**Work instructions**
Please copy all of the entries exactly, but drop every picture.
═══ Extracted information ═══
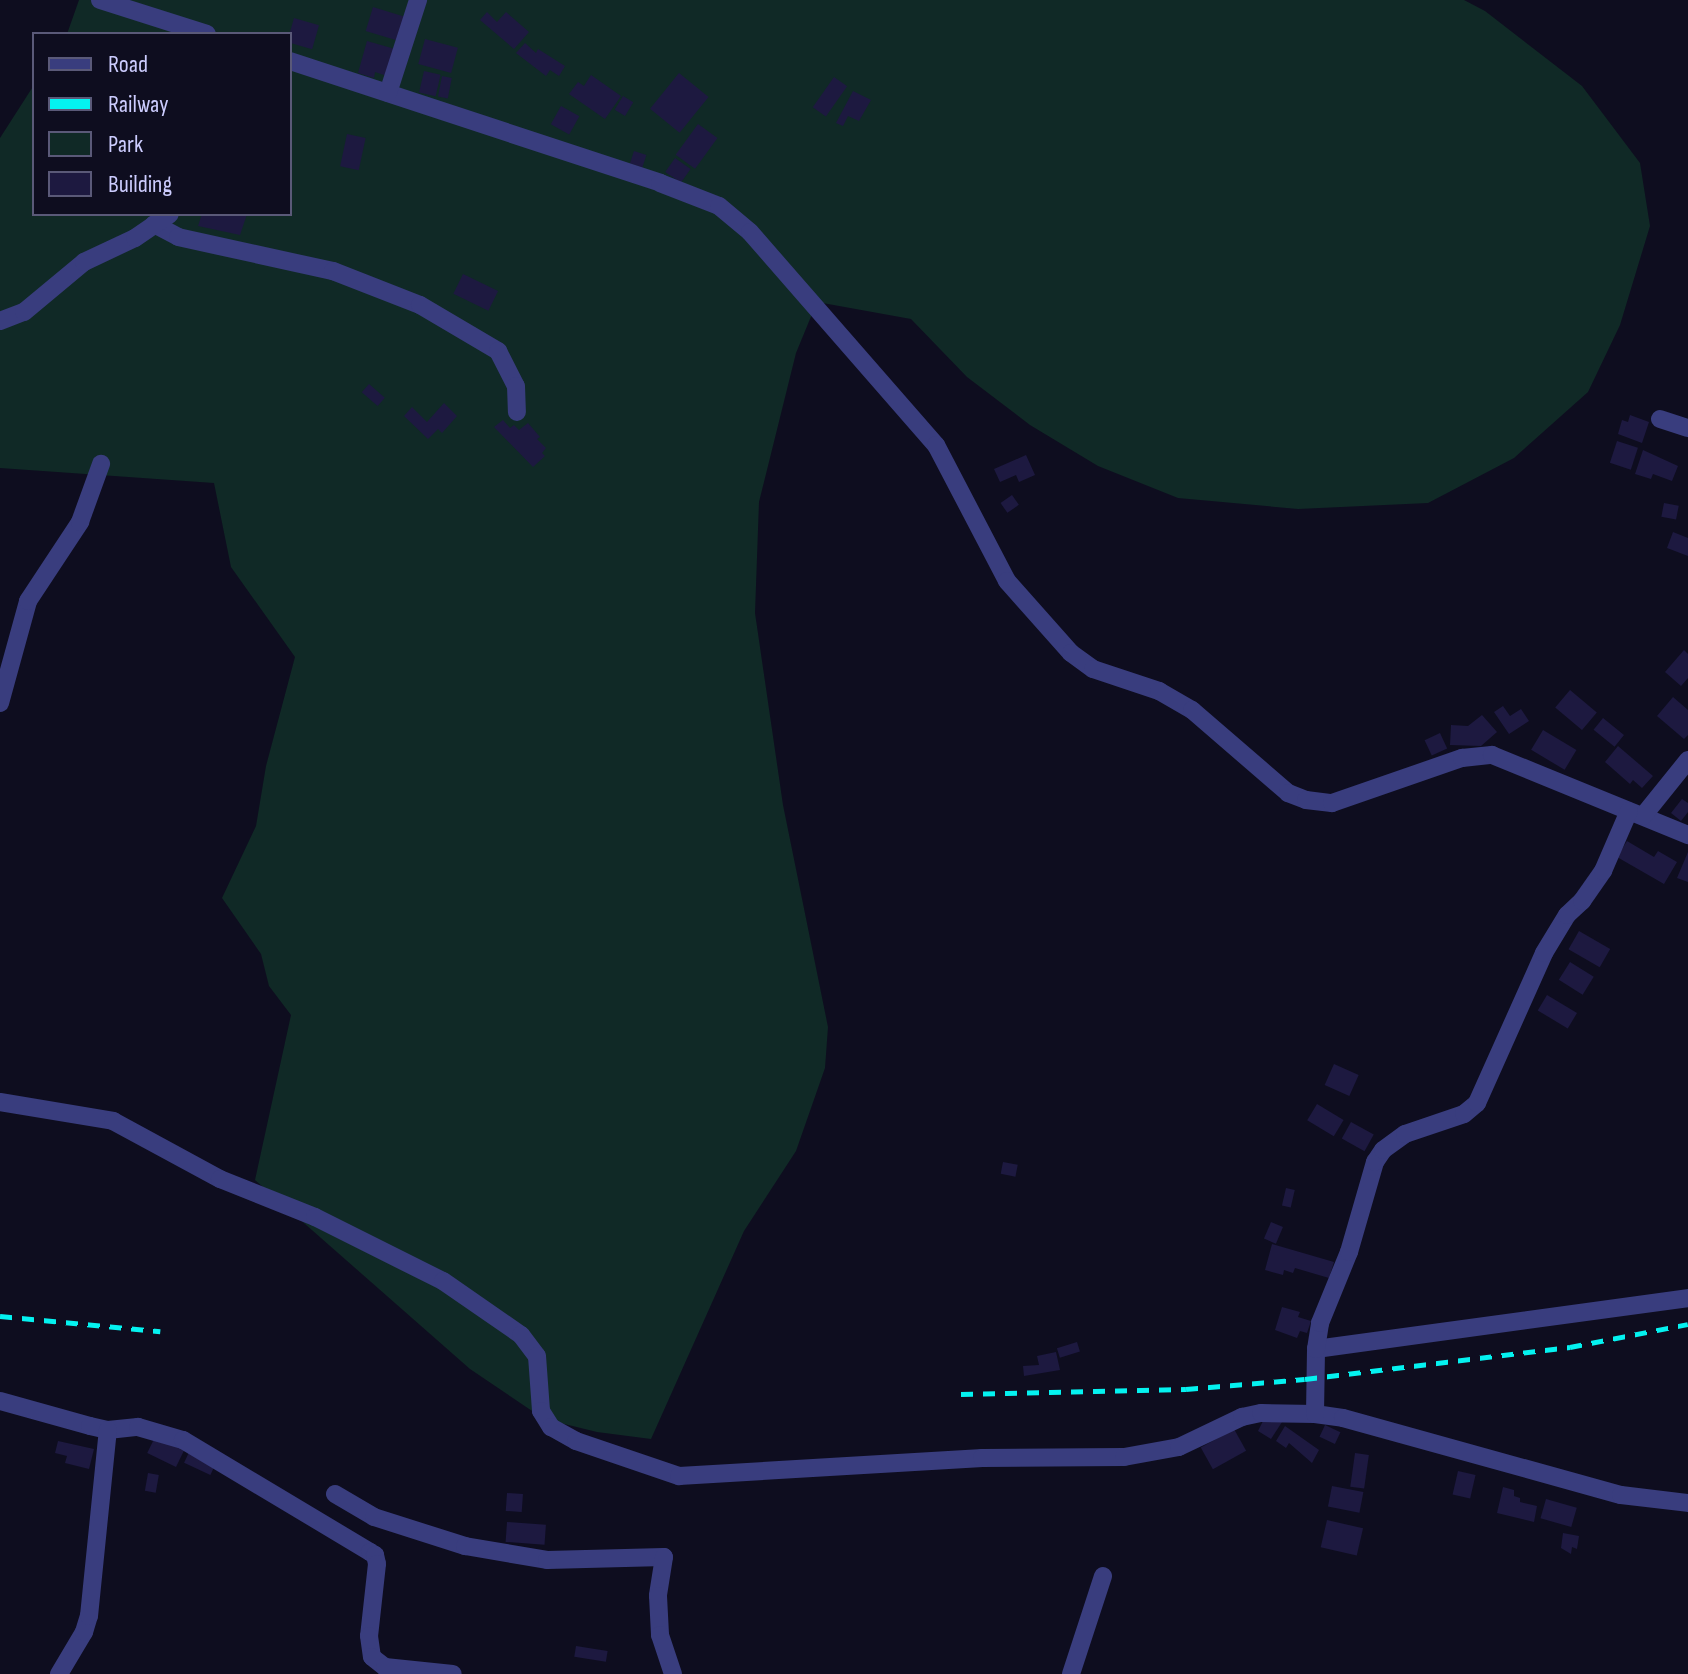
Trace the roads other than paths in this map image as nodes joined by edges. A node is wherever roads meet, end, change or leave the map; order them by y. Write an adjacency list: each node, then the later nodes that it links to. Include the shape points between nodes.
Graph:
1 (100, 0): 3 (street)
2 (418, 0): 5 (street)
3 (201, 32)
4 (292, 62): 5 (street)
5 (388, 93): 14 (street, via 719,206 750,232 936,445 1007,581 1071,653 1093,669 1159,691 1192,710 1288,793 1332,803 1462,758 1492,755)
6 (162, 219): 7 (street, via 84,262 24,312); 8 (street, via 178,237 333,271 420,305 498,351 516,386)
7 (0, 321)
8 (517, 412)
9 (1660, 419): 10 (street)
10 (1688, 428)
11 (101, 464): 12 (street, via 80,522 28,601)
12 (0, 703)
13 (1688, 760): 14 (street)
14 (1636, 814): 15 (street); 18 (street, via 1544,953 1477,1103 1464,1114 1405,1134 1375,1162 1349,1252 1320,1323)
15 (1688, 835)
16 (0, 1102): 20 (street, via 113,1121 220,1179 315,1217 443,1281 509,1326 532,1349 539,1366 541,1411 551,1427 576,1441 679,1476 982,1458 1124,1457 1179,1447 1242,1417)
17 (1688, 1298): 18 (street)
18 (1316, 1349): 20 (street)
19 (0, 1401): 21 (street)
20 (1315, 1414): 23 (street, via 1621,1495)
21 (108, 1430): 25 (street, via 89,1616); 26 (street, via 138,1427 183,1440 375,1555 372,1657 385,1667)
22 (335, 1494): 27 (street, via 374,1517 465,1546 547,1560 664,1557 660,1635)
23 (1688, 1503)
24 (1103, 1576): 28 (street)
25 (59, 1674)
26 (453, 1674)
27 (673, 1674)
28 (1071, 1674)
═══
**Written solution**
Trace the roads other than paths in this map image as nodes joined by edges. A node is wherever roads meet, end, change or leave the map; order them by y. Write an adjacency list: each node, then the later nodes that it links to. Include the shape points between nodes.
Graph:
1 (100, 0): 3 (street)
2 (418, 0): 5 (street)
3 (201, 32)
4 (292, 62): 5 (street)
5 (388, 93): 14 (street, via 719,206 750,232 936,445 1007,581 1071,653 1093,669 1159,691 1192,710 1288,793 1332,803 1462,758 1492,755)
6 (162, 219): 7 (street, via 84,262 24,312); 8 (street, via 178,237 333,271 420,305 498,351 516,386)
7 (0, 321)
8 (517, 412)
9 (1660, 419): 10 (street)
10 (1688, 428)
11 (101, 464): 12 (street, via 80,522 28,601)
12 (0, 703)
13 (1688, 760): 14 (street)
14 (1636, 814): 15 (street); 18 (street, via 1544,953 1477,1103 1464,1114 1405,1134 1375,1162 1349,1252 1320,1323)
15 (1688, 835)
16 (0, 1102): 20 (street, via 113,1121 220,1179 315,1217 443,1281 509,1326 532,1349 539,1366 541,1411 551,1427 576,1441 679,1476 982,1458 1124,1457 1179,1447 1242,1417)
17 (1688, 1298): 18 (street)
18 (1316, 1349): 20 (street)
19 (0, 1401): 21 (street)
20 (1315, 1414): 23 (street, via 1621,1495)
21 (108, 1430): 25 (street, via 89,1616); 26 (street, via 138,1427 183,1440 375,1555 372,1657 385,1667)
22 (335, 1494): 27 (street, via 374,1517 465,1546 547,1560 664,1557 660,1635)
23 (1688, 1503)
24 (1103, 1576): 28 (street)
25 (59, 1674)
26 (453, 1674)
27 (673, 1674)
28 (1071, 1674)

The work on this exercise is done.